Santé, éducation, précarité, environnement, numérique. Pour le Conseil économique, social et environnemental (CESE), les enfants restent largement absents des arbitrages publics. L'institution a annoncé, le 17 juin, la création d'une délégation aux droits des enfants, présidée par Pierre-Alain Sarthou, directeur général de la CNAPE (Convention nationale des associations de protection de l'enfant) et conseiller au CESE depuis avril.
Élue à la présidence du CESE en mai dernier, Claire Thoury veut faire des droits des enfants « un axe structurant » de sa mandature. Dans un contexte qui met « chaque jour les droits des enfants à rude épreuve », elle entend placer « l'intérêt supérieur de l'enfant et l'expression de sa parole » au cœur des travaux de l'institution. Pierre-Alain Sarthou souhaite, lui, faire de cette nouvelle délégation « un véritable outil au service des pouvoirs publics et des enfants », capable de produire des recommandations « utiles, concrètes et à la hauteur des enjeux ».

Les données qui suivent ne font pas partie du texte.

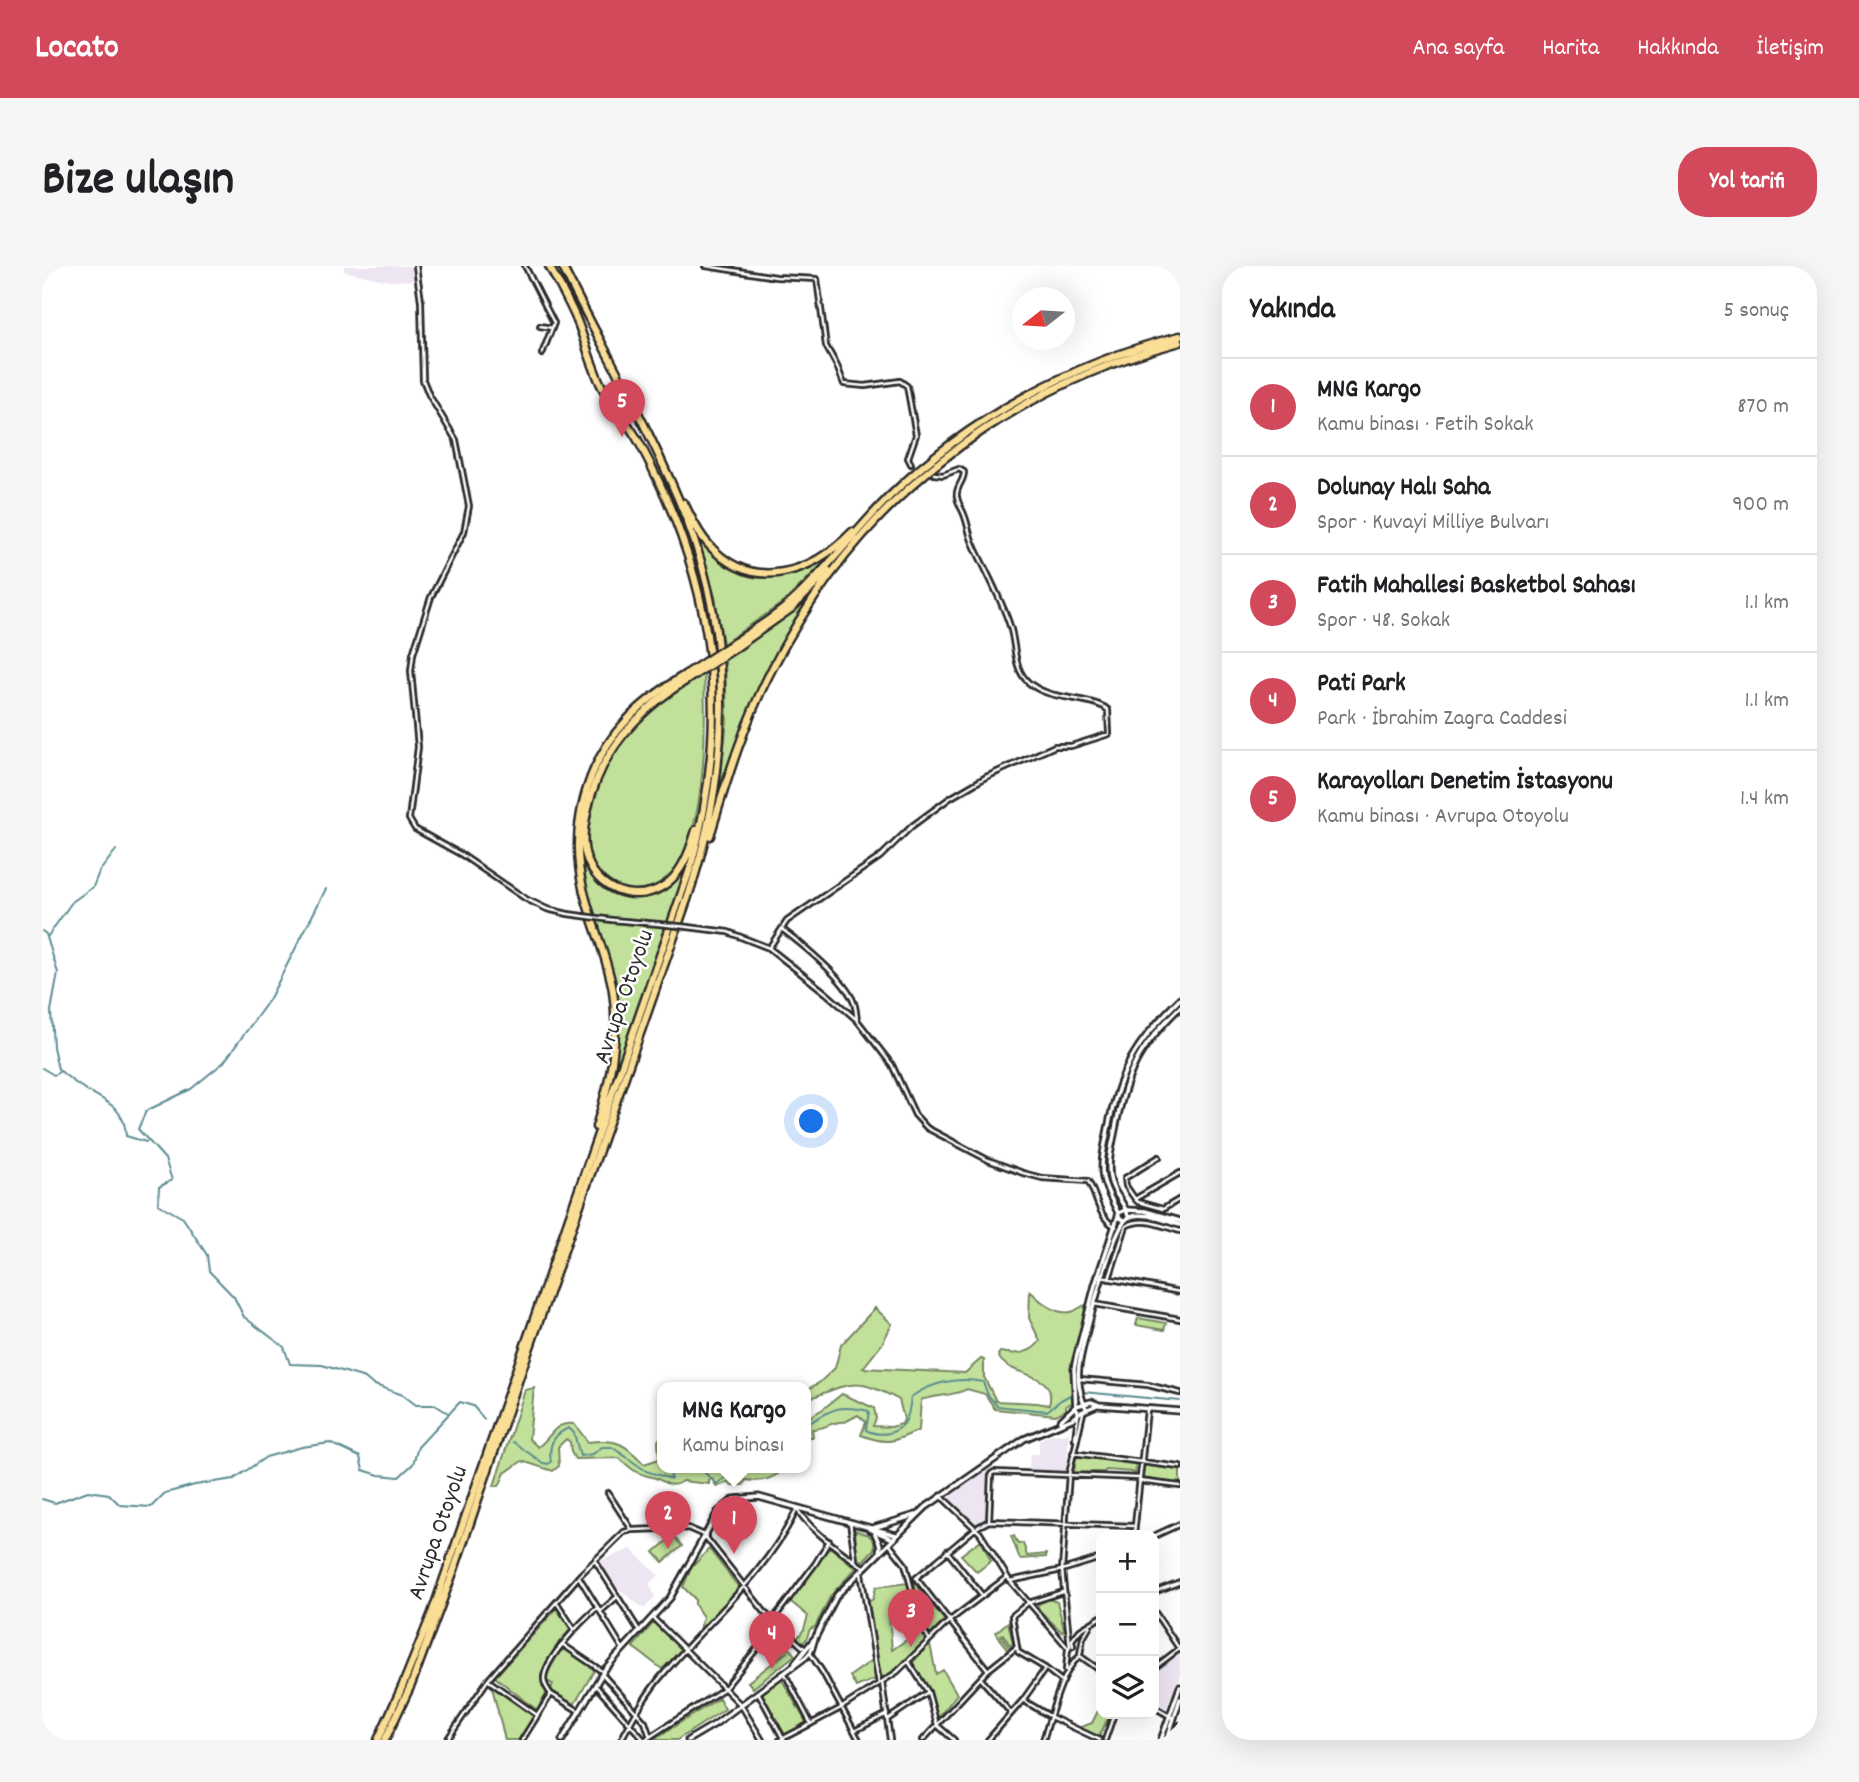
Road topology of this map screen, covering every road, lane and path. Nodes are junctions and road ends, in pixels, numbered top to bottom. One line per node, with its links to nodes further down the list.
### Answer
1 (416, 266): 21 (street, bridge)
2 (525, 266): 7 (street)
3 (550, 266): 18 (highway, Avrupa Otoyolu)
4 (562, 266): 11 (highway, Avrupa Otoyolu)
5 (705, 266): 12 (street)
6 (540, 326): 7 (street)
7 (552, 328): 10 (street)
8 (1180, 336): 14 (highway)
9 (1180, 342): 15 (highway)
10 (542, 354)
11 (660, 461): 14 (highway); 19 (highway, Avrupa Otoyolu)
12 (911, 464)
13 (934, 474): 20 (street)
14 (889, 498): 16 (highway)
15 (854, 545): 16 (highway); 19 (highway)
16 (733, 647): 17 (highway, bridge)
17 (686, 677): 18 (highway); 26 (highway)
18 (713, 753): 26 (highway, Avrupa Otoyolu)
19 (695, 877): 156 (highway, Avrupa Otoyolu)
20 (782, 930): 21 (street); 24 (street)
21 (769, 947): 24 (street)
22 (1180, 999): 32 (main road)
23 (1180, 1007): 31 (main road)
24 (857, 1020): 36 (street)
25 (1159, 1157): 28 (street)
26 (588, 1163): 155 (highway, Avrupa Otoyolu)
27 (1180, 1173): 28 (street)
28 (1135, 1199): 30 (street)
29 (1180, 1199): 30 (street)
30 (1163, 1209): 33 (street)
31 (1125, 1210): 32 (main road); 33 (main road); 34 (main road)
32 (1119, 1214): 34 (main road); 36 (main road)
33 (1161, 1216): 35 (main road)
34 (1126, 1218): 35 (main road); 38 (main road)
35 (1180, 1223)
36 (1116, 1227): 38 (main road)
37 (1180, 1231): 39 (street)
38 (1100, 1277): 39 (street); 41 (main road); 45 (main road)
39 (1109, 1279): 40 (street)
40 (1180, 1293)
41 (1094, 1304): 42 (street); 43 (main road)
42 (1180, 1319)
43 (1079, 1380): 44 (street); 47 (main road)
44 (1180, 1393)
45 (1076, 1406): 47 (main road); 49 (main road)
46 (1147, 1408): 47 (main road); 48 (main road); 51 (street)
47 (1083, 1409): 49 (main road); 50 (street)
48 (1180, 1411)
49 (1059, 1423): 57 (main road)
50 (1073, 1453): 51 (street); 53 (street)
51 (1140, 1463): 52 (street); 54 (street)
52 (1180, 1467)
53 (1069, 1474): 54 (street); 60 (street); 63 (street)
54 (1139, 1480): 55 (street); 64 (street)
55 (1180, 1486)
56 (608, 1493): 66 (street)
57 (941, 1496): 59 (main road); 65 (street)
58 (797, 1509): 61 (main road); 70 (main road); 72 (street); 84 (street)
59 (918, 1515): 67 (main road); 71 (main road)
60 (989, 1521): 63 (street); 65 (street)
61 (850, 1522): 67 (main road); 76 (street)
62 (1180, 1524): 69 (street)
63 (1065, 1525): 64 (street); 80 (street)
64 (1135, 1525): 68 (street)
65 (976, 1528): 74 (street); 82 (street)
66 (632, 1530): 70 (street); 78 (street)
67 (871, 1530): 71 (main road); 75 (main road)
68 (1134, 1530)
69 (1159, 1534)
70 (704, 1535): 84 (street); 93 (main road)
71 (895, 1537): 73 (main road)
72 (830, 1541): 76 (street); 95 (street)
73 (889, 1544): 75 (main road); 102 (street)
74 (947, 1551): 87 (street); 96 (street)
75 (878, 1554): 79 (main road)
76 (855, 1559): 79 (street)
77 (1096, 1560): 80 (street)
78 (595, 1561): 81 (street); 88 (street)
79 (862, 1569): 110 (main road); 125 (street)
80 (1062, 1570): 82 (street); 86 (street)
81 (579, 1577): 89 (street); 91 (street)
82 (1009, 1579): 87 (street); 90 (street)
83 (1180, 1582): 85 (street)
84 (744, 1587): 95 (street); 107 (street)
85 (1159, 1590)
86 (1063, 1592): 90 (street); 105 (street)
87 (982, 1595): 96 (street)
88 (617, 1597): 92 (street); 101 (street)
89 (557, 1603): 100 (street); 123 (street)
90 (1028, 1603): 104 (street); 105 (street)
91 (598, 1607): 92 (street); 100 (street)
92 (601, 1611): 106 (street)
93 (653, 1618): 101 (main road); 107 (street)
94 (1159, 1618): 109 (street)
95 (772, 1621): 99 (street)
96 (949, 1621): 102 (street); 118 (street)
97 (1096, 1621): 98 (street)
98 (1092, 1623): 105 (street); 108 (street)
99 (776, 1625): 110 (street); 128 (street)
100 (574, 1629): 103 (street)
101 (640, 1632): 106 (main road)
102 (930, 1640): 114 (street)
103 (562, 1644): 120 (street); 131 (street)
104 (1017, 1647): 117 (street); 118 (street)
105 (1071, 1647): 108 (street); 111 (street)
106 (623, 1649): 120 (main road)
107 (687, 1649): 128 (street); 138 (street)
108 (1080, 1649): 112 (street)
109 (1180, 1650): 115 (street)
110 (808, 1651): 119 (main road); 135 (street)
111 (1067, 1654): 113 (street); 121 (street)
112 (1080, 1656): 113 (street); 116 (street)
113 (1075, 1659): 121 (street)
114 (908, 1661): 125 (street); 130 (street)
115 (1159, 1665)
116 (1096, 1667)
117 (1045, 1668): 124 (street); 133 (street)
118 (988, 1670): 122 (street)
119 (783, 1672): 129 (main road); 147 (street)
120 (602, 1673): 126 (main road); 138 (street)
121 (1066, 1674): 124 (street)
122 (980, 1679): 139 (street); 148 (street)
123 (488, 1680): 141 (street); 157 (street)
124 (1063, 1682): 142 (street)
125 (881, 1683): 135 (street); 140 (street)
126 (594, 1684): 137 (main road); 146 (street)
127 (1180, 1687): 143 (main road)
128 (725, 1688): 134 (street); 153 (street)
129 (758, 1692): 134 (main road); 164 (street)
130 (928, 1692): 144 (street); 148 (street)
131 (551, 1694): 137 (street); 141 (street)
132 (1180, 1699): 143 (main road)
133 (1023, 1700): 139 (street); 142 (street)
134 (741, 1705): 162 (main road); 163 (street)
135 (841, 1708): 147 (street); 151 (street)
136 (1159, 1710): 143 (street)
137 (579, 1711): 159 (main road)
138 (636, 1712): 146 (street); 153 (street)
139 (1011, 1713): 169 (street)
140 (887, 1714): 144 (street); 151 (street)
141 (537, 1715): 158 (street)
142 (1051, 1717): 170 (street); 171 (street)
143 (1171, 1717): 154 (main road); 154 (main road)
144 (888, 1719): 166 (street)
145 (1112, 1719): 171 (street)
146 (630, 1724): 160 (street); 161 (street)
147 (811, 1724): 164 (street)
148 (937, 1725): 167 (street); 168 (street)
149 (1180, 1725): 150 (street)
150 (1175, 1729): 152 (street); 154 (street)
151 (854, 1731): 165 (street)
152 (1180, 1734)
153 (650, 1737): 161 (street)
154 (1165, 1738)
155 (378, 1740)
156 (385, 1740)
157 (447, 1740)
158 (522, 1740)
159 (562, 1740)
160 (621, 1740)
161 (644, 1740)
162 (688, 1740)
163 (762, 1740)
164 (782, 1740)
165 (859, 1740)
166 (890, 1740)
167 (923, 1740)
168 (954, 1740)
169 (988, 1740)
170 (1044, 1740)
171 (1104, 1740)

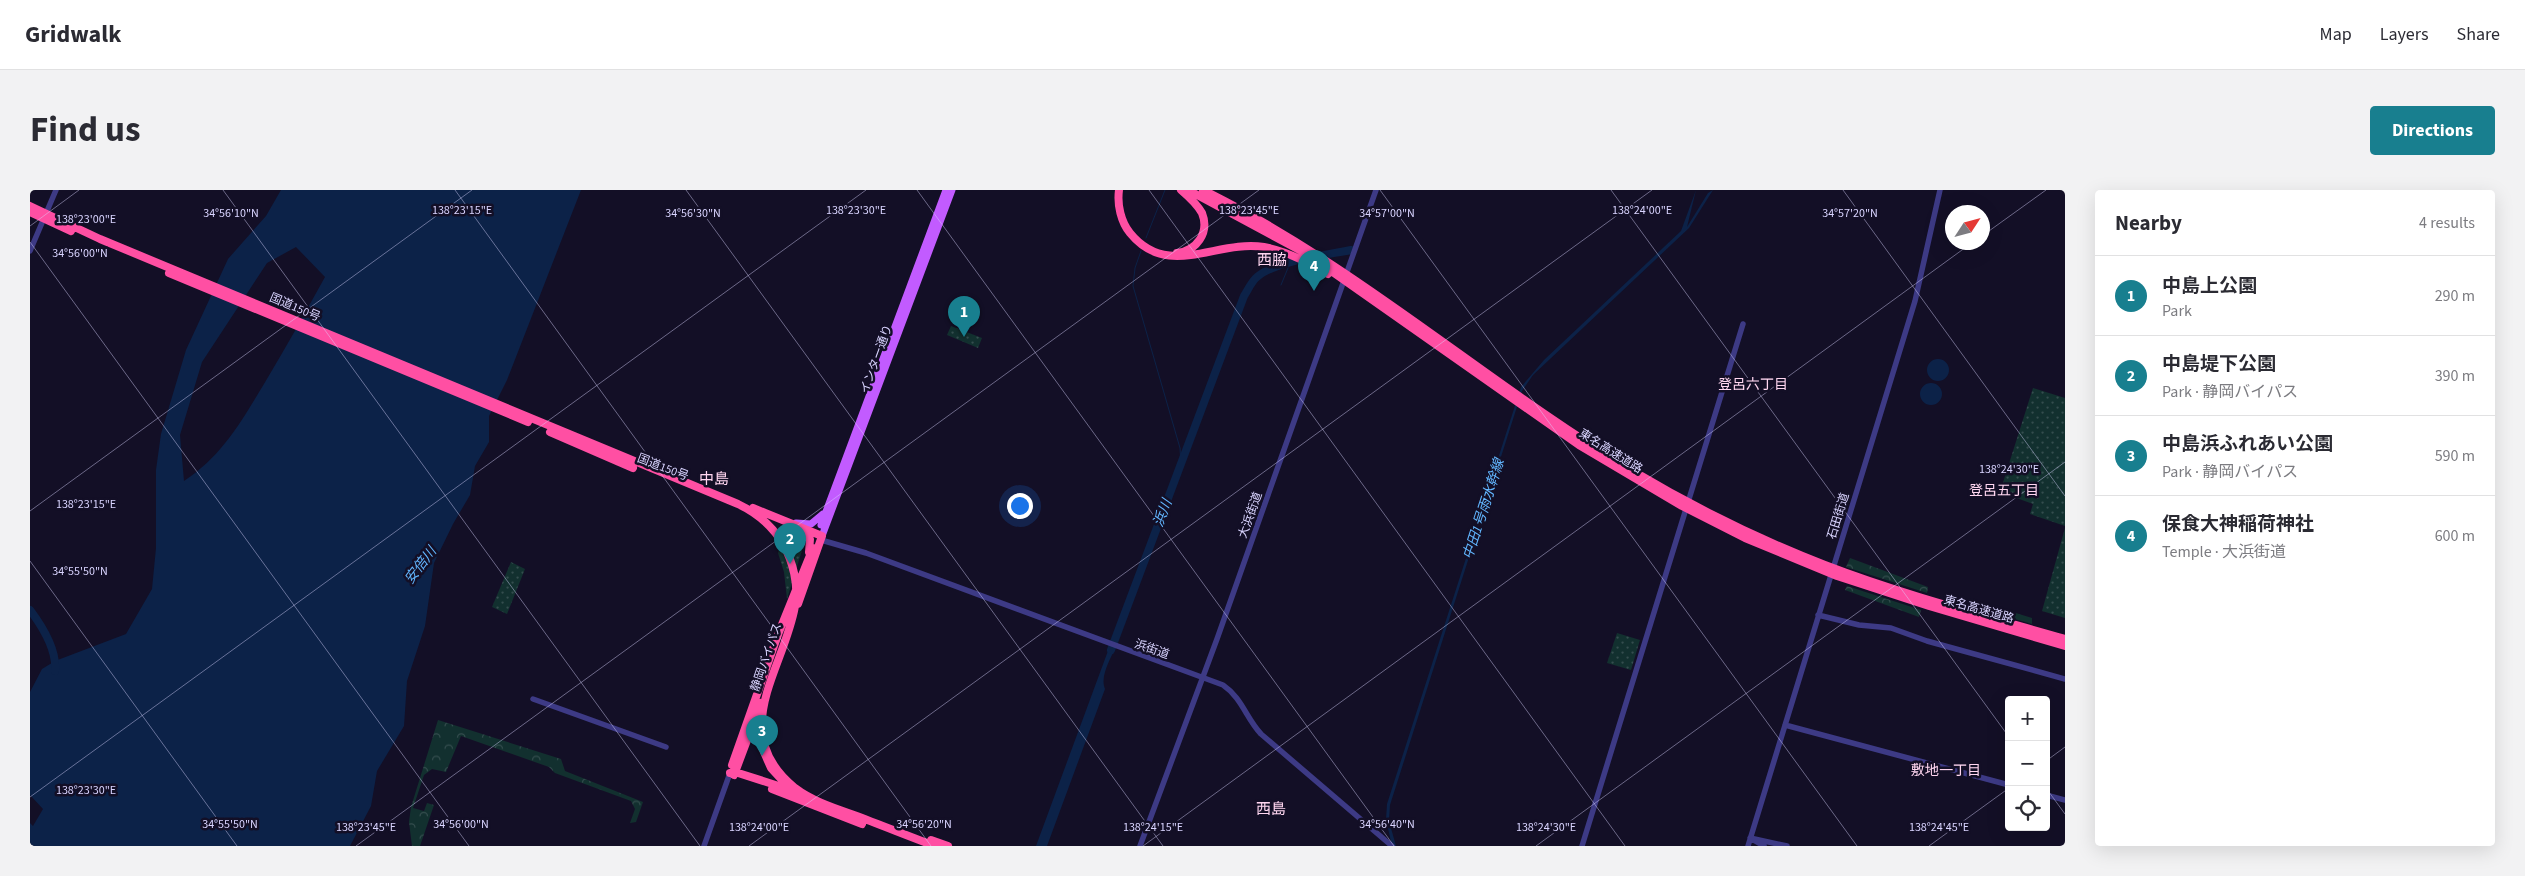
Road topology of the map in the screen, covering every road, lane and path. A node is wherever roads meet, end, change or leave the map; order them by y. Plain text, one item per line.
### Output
1 (56, 190) edge
2 (946, 190) edge
3 (952, 190) edge
4 (1119, 190) edge
5 (1123, 190) edge
6 (1181, 190) edge
7 (1188, 190) edge
8 (1204, 190) edge
9 (1213, 190) edge
10 (1376, 190) edge
11 (1940, 190) edge
12 (30, 206) edge
13 (1236, 207) junction
14 (30, 212) edge
15 (45, 217) junction
16 (30, 251) edge
17 (1310, 253) junction
18 (1336, 273) junction
19 (1742, 324) dead end
20 (1466, 361) junction
21 (551, 429) junction
22 (636, 465) junction
23 (827, 507) junction
24 (762, 512) junction
25 (797, 532) junction
26 (819, 537) junction
27 (804, 570) junction
28 (1818, 615) junction
29 (2028, 632) junction
30 (2065, 639) edge
31 (2065, 646) edge
32 (1202, 678) junction
33 (2065, 679) edge
34 (533, 699) dead end
35 (1786, 725) junction
36 (666, 747) dead end
37 (733, 773) junction
38 (2005, 784) edge
39 (2050, 796) edge
40 (2065, 800) edge
41 (1750, 838) junction
42 (704, 846) edge
43 (922, 846) edge
44 (928, 846) edge
45 (935, 846) edge
46 (948, 846) edge
47 (1140, 846) edge
48 (1392, 846) edge
49 (1582, 846) edge
50 (1748, 846) edge
51 (1764, 846) edge
52 (1787, 846) edge

1 - 15 street
2 - 23 main road, インター通り
3 - 26 main road, インター通り
4 - 18 highway
5 - 6 highway
7 - 17 highway, 東名高速道路
8 - 13 highway, 東名高速道路
9 - 13 highway
10 - 32 street, 大浜街道
11 - 28 street, 石田街道
12 - 15 highway, 国道150号
13 - 17 highway, 東名高速道路
14 - 15 highway, 国道150号
15 - 16 street
15 - 21 highway, 国道150号
17 - 18 highway, 東名高速道路
18 - 20 highway, 東名高速道路
18 - 20 highway, 東名高速道路
19 - 49 street
20 - 29 highway, 東名高速道路
21 - 22 highway, 国道150号
21 - 24 highway, 国道150号
21 - 25 highway, 国道150号
22 - 44 highway, 静岡バイパス
22 - 45 highway, 静岡バイパス
23 - 24 main road
23 - 26 main road, インター通り
24 - 26 highway, 国道150号
25 - 26 highway, 国道150号
25 - 27 highway
26 - 27 highway
26 - 32 street, 浜街道
26 - 37 highway
27 - 37 highway
28 - 33 street
28 - 35 street, 石田街道
29 - 30 highway, 東名高速道路
29 - 31 highway, 東名高速道路
32 - 47 street, 大浜街道
32 - 48 street, 浜街道
34 - 36 street
35 - 38 street
35 - 41 street, 石田街道
37 - 42 street
37 - 43 highway
37 - 46 highway
39 - 40 street
41 - 50 street, 石田街道
41 - 51 street
41 - 52 street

Les enfants dans l'équation
Pour le CESE, la place des enfants dans l'élaboration des politiques publiques demeure trop rarement interrogée. Pourtant, les décisions prises en matière de santé, de logement, d'éducation, de lutte contre la pauvreté, d'environnement ou de numérique ont des conséquences directes sur leur quotidien.
L'institution estime que « les droits des enfants, peu connus, peu évoqués avec les enfants eux-mêmes, sont régulièrement bafoués ». La nouvelle délégation devra identifier les obstacles à l'exercice de ces droits, repérer les difficultés émergentes avant qu'elles ne deviennent des crises et renforcer la place de la parole des enfants dans le débat public.
L'alerte du terrain
La CNAPE voit dans cette nouvelle instance l'occasion de faire remonter les réalités du terrain jusqu'aux décideurs publics. Pour la fédération, elle « doit être l'opportunité de faire remonter au plus haut niveau de l'État » les enjeux liés aux maltraitances, à la prise en charge des enfants confiés, mais aussi à l'accès à l'éducation, à la santé et à la culture.
La fédération rappelle également que « les droits et besoins fondamentaux des enfants sont insuffisamment garantis » et cite l'affaire Lyhanna comme une « illustration tragique » des défaillances qui persistent dans la protection de l'enfance.